The ICFTU alleges that certain benefits, rights and privileges, such as promotion, transfer, access to new employment, the acquisition of certain consumer goods, housing or participation in university programmes, depend on the merits that have been accumulated and noted in the worker's labour record. It also adds that persons who refuse to perform voluntary labour are subject to harassment and psychological abuse and that data on participation in voluntary labour are included in the "guía del informante" (informer's guide), a document that is used by the state security police.

In its comments, the ICFTU also refers to the employment of conscripts and young persons in development work. It alleges that these persons are obliged to work on a regular and massive basis for economic objectives.

The Committee requests the Government to make its observations on the allegations submitted by the ICFTU.

Direct Request (CEACR) - adopted 1990, published 77th ILC session (1990)

1. The Committee has referred previously to section 73(2) of the Penal Code, under which persons who live as social parasites on the work of others are considered to be in a dangerous condition by reason of anti-social behaviour, and may be subject to security measures (section 76(2)). The Committee also noted that the security measures that are applicable to anti-social individuals are rehabilitation measures (section 80(2)), namely: internment in a specialised work or educational establishment (section 80(1)(a)) or assignment to a labour collective (section 80(1)(b)); the duration of these measures is a minimum of one year and a maximum of four years (section 80(3)).

In order that the Committee could ascertain the practical scope of section 73(2), it requested the Government to provide a copy of any court decisions made in implementation of the above provisions.

The Committee notes the information supplied by the Government in its report that the condition that determines anti-social behaviour is not abstaining from work but using the work of others as a means of subsistence. The Government adds that no sentences have been handed down under sections 73(2) and 76(2) of the Penal Code.

The Committee notes that, by being applicable to a person for the mere fact of living off the work of others, sections 73(2), 76(2) and 80 of the Penal Code appear to be applicable to persons undertaking a non-remunerated activity or who live off the freely provided assistance of the members of their family or their friends.

The Committee recalls that in paragraphs 45 to 48 of its General Survey on the Abolition of Forced Labour it indicated that laws which deal with the manner in which persons who do not work ensure their means of subsistence, which are not restricted in scope to unlawfully acquired income, give too extensive a definition of vagrancy and are liable to become a means of compulsion to work.

The Committee requests the Government to inform it of the measures that have been taken or are envisaged to give a more limited definition of vagrancy so that the imposition of penalties is confined to those who by begging, procuring or some other defined activity infringe upon the rights of others or disturb the public order.
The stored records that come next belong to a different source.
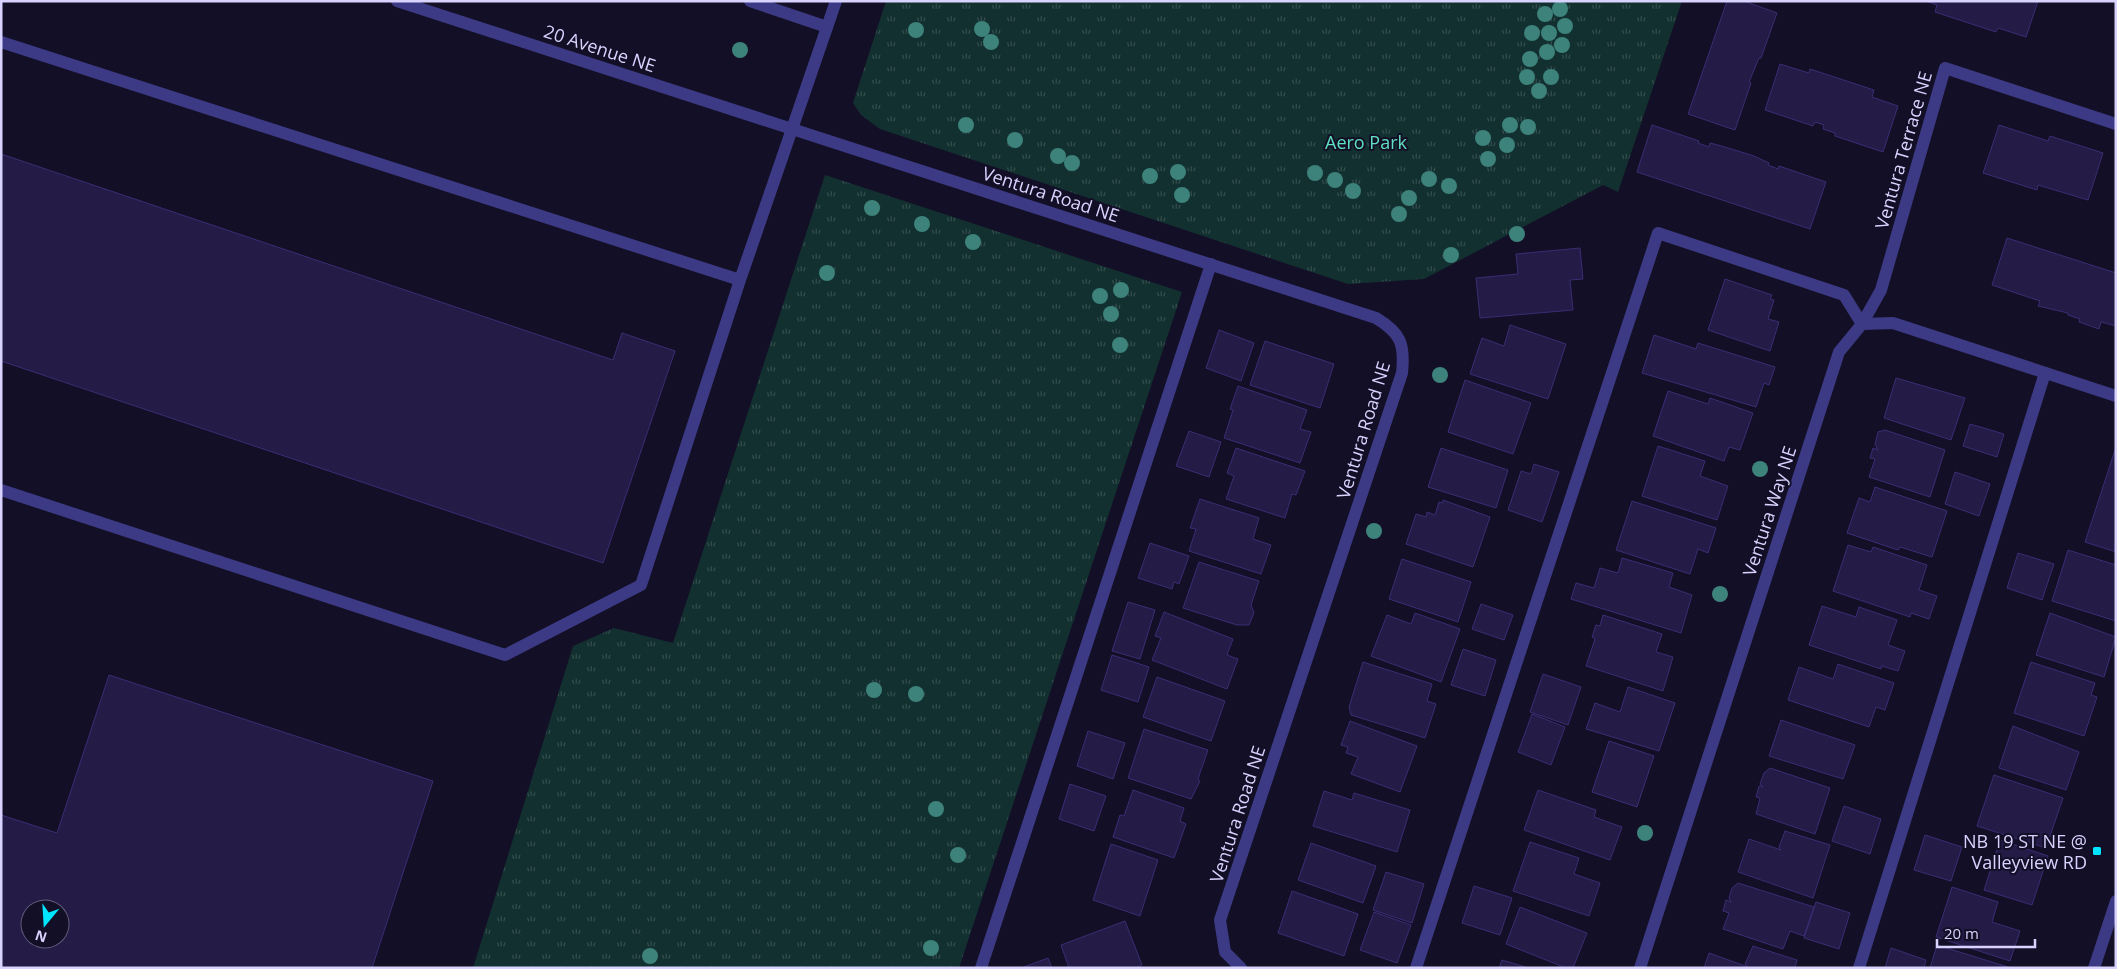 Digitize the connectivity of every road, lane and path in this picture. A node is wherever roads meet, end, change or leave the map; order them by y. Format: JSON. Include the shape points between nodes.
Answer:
{"nodes":[{"id":1,"x":397,"y":1,"type":"edge"},
{"id":2,"x":750,"y":1,"type":"edge"},
{"id":3,"x":836,"y":1,"type":"edge"},
{"id":4,"x":827,"y":27,"type":"junction"},
{"id":5,"x":1,"y":42,"type":"edge"},
{"id":6,"x":2116,"y":124,"type":"edge"},
{"id":7,"x":792,"y":129,"type":"junction"},
{"id":8,"x":1212,"y":264,"type":"junction"},
{"id":9,"x":740,"y":280,"type":"junction"},
{"id":10,"x":1862,"y":324,"type":"junction"},
{"id":11,"x":2045,"y":373,"type":"junction"},
{"id":12,"x":2116,"y":396,"type":"edge"},
{"id":13,"x":1,"y":490,"type":"edge"},
{"id":14,"x":2116,"y":901,"type":"edge"},
{"id":15,"x":981,"y":968,"type":"edge"},
{"id":16,"x":1241,"y":968,"type":"edge"},
{"id":17,"x":1416,"y":968,"type":"edge"},
{"id":18,"x":1640,"y":968,"type":"edge"},
{"id":19,"x":1859,"y":968,"type":"edge"},
{"id":20,"x":2094,"y":968,"type":"edge"}],
"edges":[{"from":1,"to":7,"type":"street","name":"20 Avenue NE"},
{"from":2,"to":4,"type":"street"},
{"from":3,"to":4,"type":"street"},
{"from":4,"to":7,"type":"street"},
{"from":5,"to":9,"type":"street"},
{"from":6,"to":10,"type":"street","name":"Ventura Terrace NE","via":[[1945,68],[1881,290]]},
{"from":7,"to":8,"type":"street","name":"Ventura Road NE"},
{"from":7,"to":9,"type":"street"},
{"from":8,"to":15,"type":"street"},
{"from":8,"to":16,"type":"street","name":"Ventura Road NE","via":[[1376,318],[1390,327],[1401,341],[1404,356],[1402,373],[1220,920],[1224,952]]},
{"from":9,"to":13,"type":"street","via":[[641,586],[505,655]]},
{"from":10,"to":11,"type":"street","via":[[1893,323]]},
{"from":10,"to":17,"type":"street","via":[[1844,295],[1658,233]]},
{"from":10,"to":18,"type":"street","name":"Ventura Way NE","via":[[1839,352]]},
{"from":11,"to":12,"type":"street"},
{"from":11,"to":19,"type":"street"},
{"from":14,"to":20,"type":"street"}]}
2. In its previous direct request, the Committee requested the Government to supply a copy of the Regulations governing the military service of officials, which are referred to in section 3 of the General Military Service Act (No. 1255).

The Committee notes that, according to the Government's indications, the above Regulations cannot be communicated since they refer to internal matters of the Ministry of the Revolutionary Armed Forces.

The Committee requests the Government to supply only the provisions of the above Regulations which relate to the termination of the service of career members of the armed forces.

3. The Committee notes the information supplied by the Government concerning the termination of the employment relationship of senior public employees.